[Given information]:
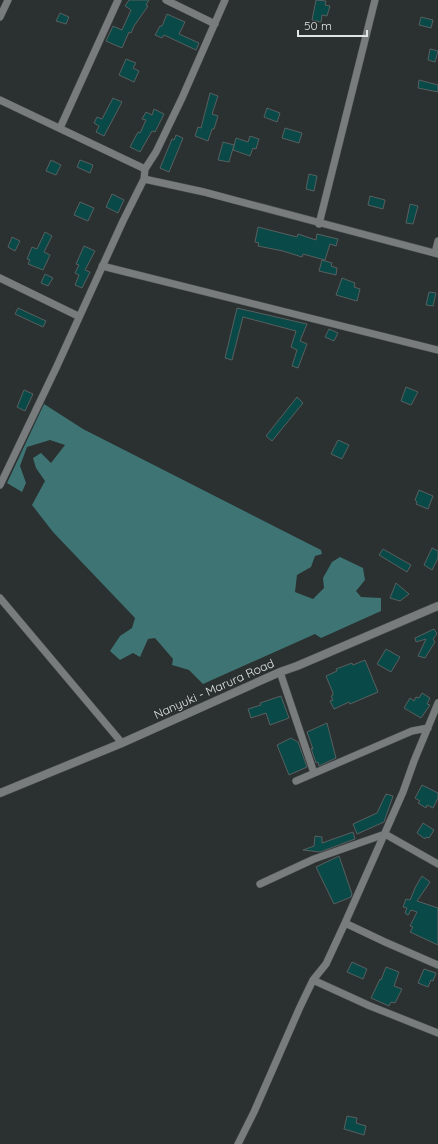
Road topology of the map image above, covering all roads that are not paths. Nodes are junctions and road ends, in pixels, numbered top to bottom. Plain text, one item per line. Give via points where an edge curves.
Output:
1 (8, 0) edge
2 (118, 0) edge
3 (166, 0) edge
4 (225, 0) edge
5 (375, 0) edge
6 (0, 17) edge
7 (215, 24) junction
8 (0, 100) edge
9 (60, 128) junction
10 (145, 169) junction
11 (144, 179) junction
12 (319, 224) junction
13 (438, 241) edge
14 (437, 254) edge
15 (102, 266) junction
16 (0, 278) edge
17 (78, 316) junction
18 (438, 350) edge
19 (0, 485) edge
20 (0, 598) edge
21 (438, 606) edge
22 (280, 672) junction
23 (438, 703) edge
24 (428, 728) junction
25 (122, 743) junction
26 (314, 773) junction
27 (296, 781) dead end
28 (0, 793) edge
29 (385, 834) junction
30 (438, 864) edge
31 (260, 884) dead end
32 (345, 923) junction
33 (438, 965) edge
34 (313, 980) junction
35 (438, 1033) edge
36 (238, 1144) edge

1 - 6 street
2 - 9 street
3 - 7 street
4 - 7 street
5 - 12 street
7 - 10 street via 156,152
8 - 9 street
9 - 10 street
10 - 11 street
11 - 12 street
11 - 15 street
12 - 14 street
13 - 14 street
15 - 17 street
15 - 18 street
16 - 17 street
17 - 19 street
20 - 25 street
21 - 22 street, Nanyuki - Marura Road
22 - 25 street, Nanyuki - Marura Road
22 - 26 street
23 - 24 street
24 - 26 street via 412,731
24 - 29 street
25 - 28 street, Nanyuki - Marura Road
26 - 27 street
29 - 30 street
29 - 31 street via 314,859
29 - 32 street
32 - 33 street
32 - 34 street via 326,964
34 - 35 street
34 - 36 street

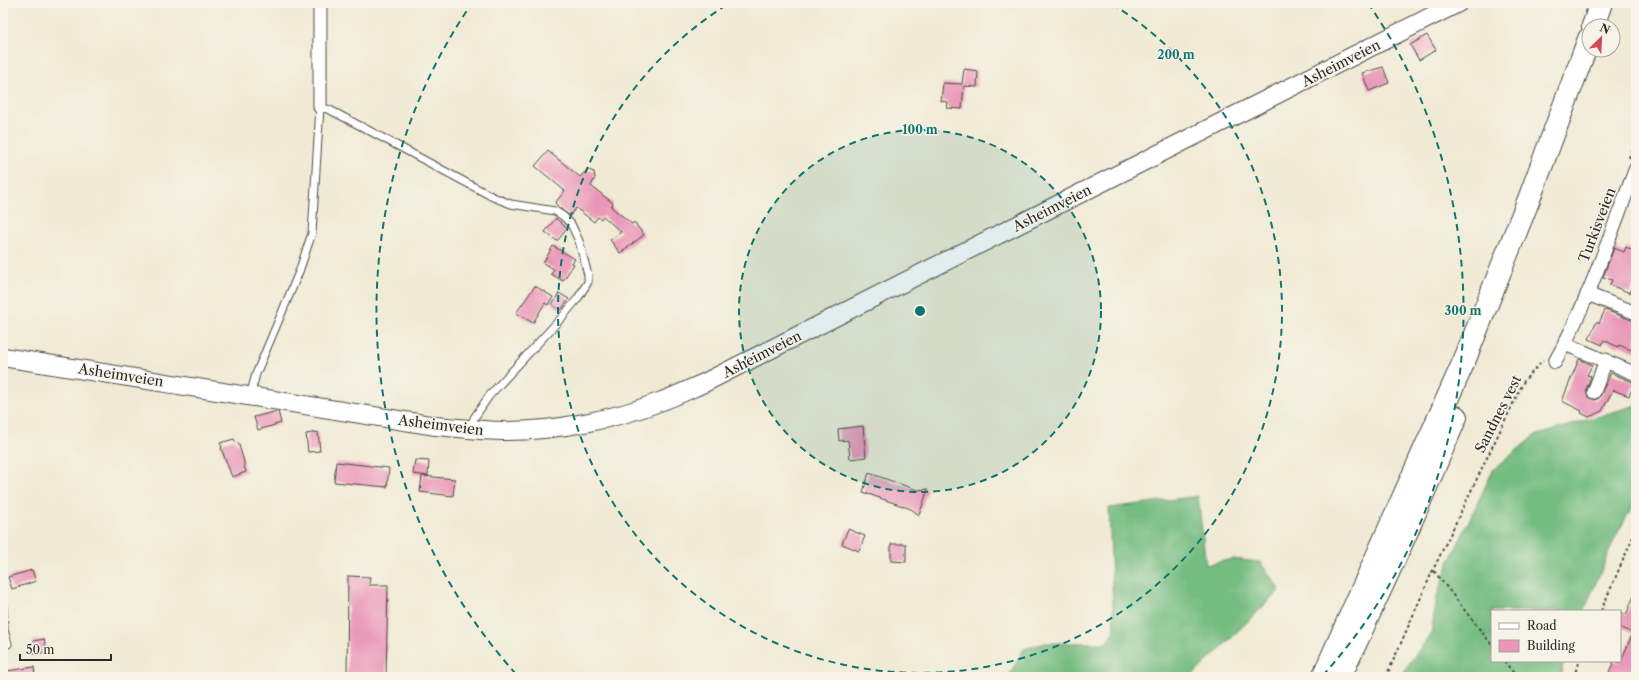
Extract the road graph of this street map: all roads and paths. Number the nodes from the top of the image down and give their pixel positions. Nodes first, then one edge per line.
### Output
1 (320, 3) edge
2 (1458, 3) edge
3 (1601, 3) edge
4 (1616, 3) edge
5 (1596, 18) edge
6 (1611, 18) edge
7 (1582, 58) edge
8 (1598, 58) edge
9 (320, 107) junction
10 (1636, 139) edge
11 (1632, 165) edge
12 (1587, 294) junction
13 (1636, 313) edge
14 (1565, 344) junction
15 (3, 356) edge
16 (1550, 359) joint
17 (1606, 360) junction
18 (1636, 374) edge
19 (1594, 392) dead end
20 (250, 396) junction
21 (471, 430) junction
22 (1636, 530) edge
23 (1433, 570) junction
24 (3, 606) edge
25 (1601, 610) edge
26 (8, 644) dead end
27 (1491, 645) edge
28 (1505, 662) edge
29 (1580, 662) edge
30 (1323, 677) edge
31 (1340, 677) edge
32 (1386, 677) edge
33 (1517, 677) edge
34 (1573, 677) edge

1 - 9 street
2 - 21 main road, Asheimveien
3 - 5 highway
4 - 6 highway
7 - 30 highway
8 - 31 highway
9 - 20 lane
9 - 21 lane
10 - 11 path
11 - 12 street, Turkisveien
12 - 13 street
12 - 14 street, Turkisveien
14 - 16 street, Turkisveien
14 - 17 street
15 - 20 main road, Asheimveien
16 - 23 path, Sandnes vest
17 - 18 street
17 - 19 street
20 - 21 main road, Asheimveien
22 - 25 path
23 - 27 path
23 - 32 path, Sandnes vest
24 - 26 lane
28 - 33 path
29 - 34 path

---

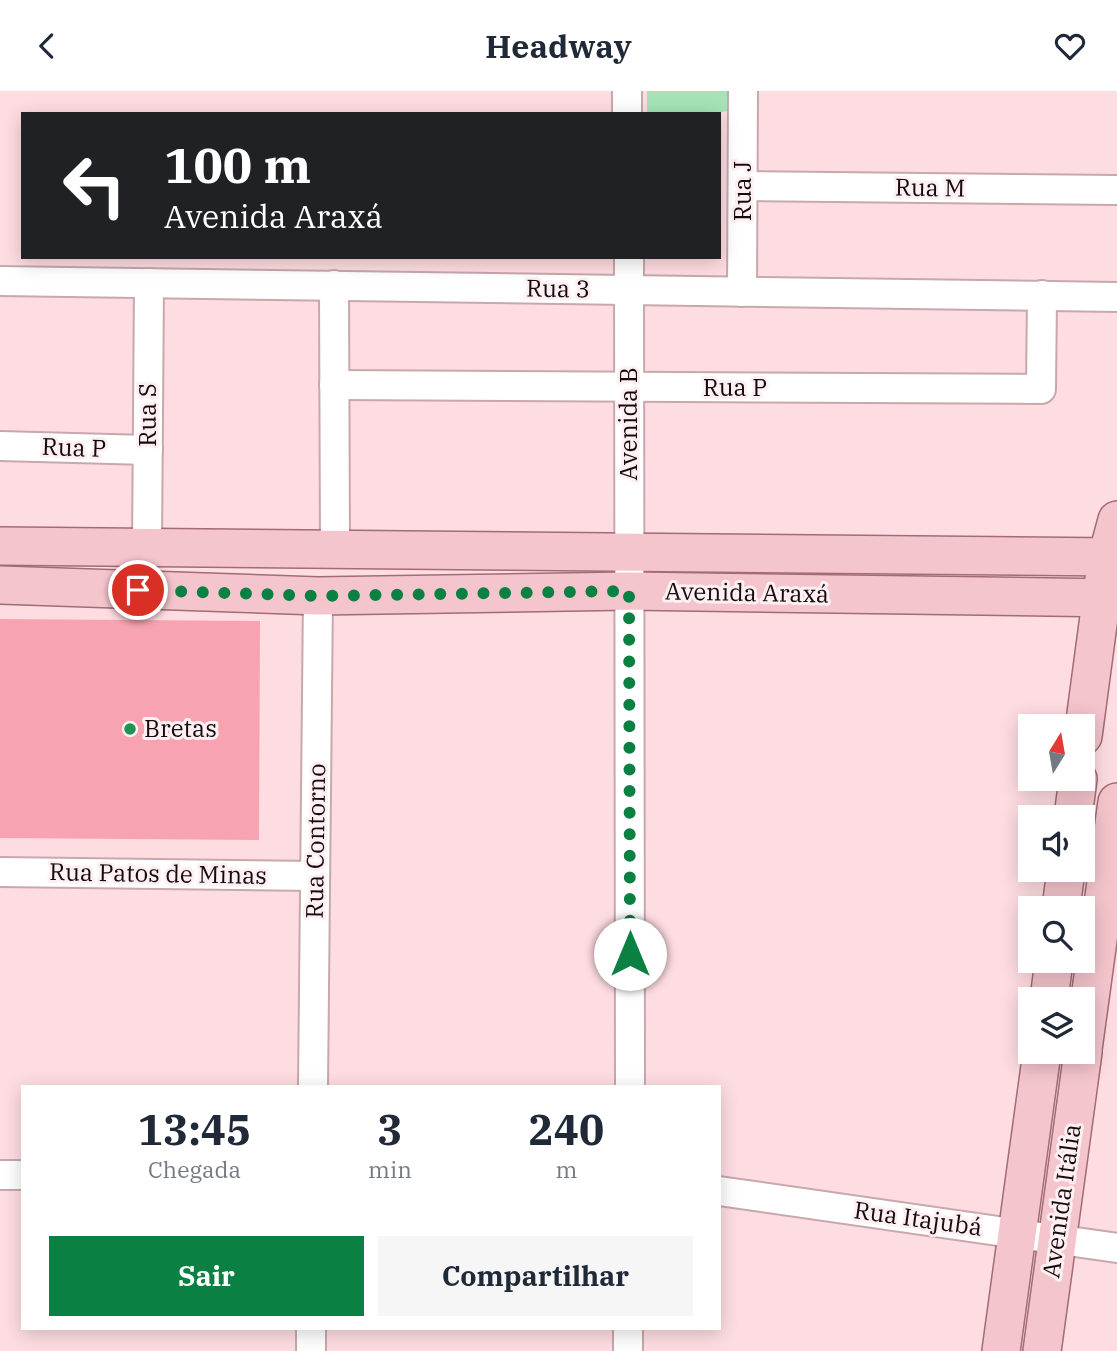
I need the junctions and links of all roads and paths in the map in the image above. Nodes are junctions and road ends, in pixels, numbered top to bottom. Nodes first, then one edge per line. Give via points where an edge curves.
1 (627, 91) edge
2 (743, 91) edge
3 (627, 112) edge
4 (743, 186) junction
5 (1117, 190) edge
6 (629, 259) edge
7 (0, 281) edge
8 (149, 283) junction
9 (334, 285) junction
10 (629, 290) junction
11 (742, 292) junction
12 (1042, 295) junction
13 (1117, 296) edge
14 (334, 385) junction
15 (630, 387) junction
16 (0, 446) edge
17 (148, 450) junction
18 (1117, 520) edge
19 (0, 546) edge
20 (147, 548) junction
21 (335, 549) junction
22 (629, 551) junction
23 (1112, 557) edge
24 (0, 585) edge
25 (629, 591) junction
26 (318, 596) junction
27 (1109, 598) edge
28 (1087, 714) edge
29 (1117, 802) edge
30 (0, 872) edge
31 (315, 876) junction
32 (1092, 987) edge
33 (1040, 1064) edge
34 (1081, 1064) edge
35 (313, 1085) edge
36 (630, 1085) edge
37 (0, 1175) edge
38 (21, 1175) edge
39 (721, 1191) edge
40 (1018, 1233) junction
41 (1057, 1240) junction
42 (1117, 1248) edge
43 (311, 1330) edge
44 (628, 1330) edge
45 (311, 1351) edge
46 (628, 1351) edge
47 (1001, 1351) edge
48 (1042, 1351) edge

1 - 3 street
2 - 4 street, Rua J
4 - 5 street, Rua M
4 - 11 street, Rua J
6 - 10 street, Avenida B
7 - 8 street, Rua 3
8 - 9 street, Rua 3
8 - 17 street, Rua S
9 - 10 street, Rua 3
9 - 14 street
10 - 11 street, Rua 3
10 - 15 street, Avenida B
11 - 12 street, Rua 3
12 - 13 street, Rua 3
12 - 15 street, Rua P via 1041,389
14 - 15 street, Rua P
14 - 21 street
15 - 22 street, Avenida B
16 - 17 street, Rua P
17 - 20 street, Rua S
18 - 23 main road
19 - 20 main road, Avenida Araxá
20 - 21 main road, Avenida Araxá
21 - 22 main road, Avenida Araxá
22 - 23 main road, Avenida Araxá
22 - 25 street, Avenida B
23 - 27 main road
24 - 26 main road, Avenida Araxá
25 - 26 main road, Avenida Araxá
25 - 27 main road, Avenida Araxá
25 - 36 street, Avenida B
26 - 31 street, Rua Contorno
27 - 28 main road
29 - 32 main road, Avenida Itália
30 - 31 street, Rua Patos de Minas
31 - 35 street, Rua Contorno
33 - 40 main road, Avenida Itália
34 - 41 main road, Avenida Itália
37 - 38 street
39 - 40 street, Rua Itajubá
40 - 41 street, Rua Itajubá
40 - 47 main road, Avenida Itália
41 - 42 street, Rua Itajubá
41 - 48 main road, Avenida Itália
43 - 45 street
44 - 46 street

[Your instructions]: Pull every line containing "numbered" from the data.

[Result of this task]:
Road topology of the map image above, covering all roads that are not paths. Nodes are junctions and road ends, in pixels, numbered top to bottom. Plain text, one item per line. Give via points where an edge curves.
I need the junctions and links of all roads and paths in the map in the image above. Nodes are junctions and road ends, in pixels, numbered top to bottom. Nodes first, then one edge per line. Give via points where an edge curves.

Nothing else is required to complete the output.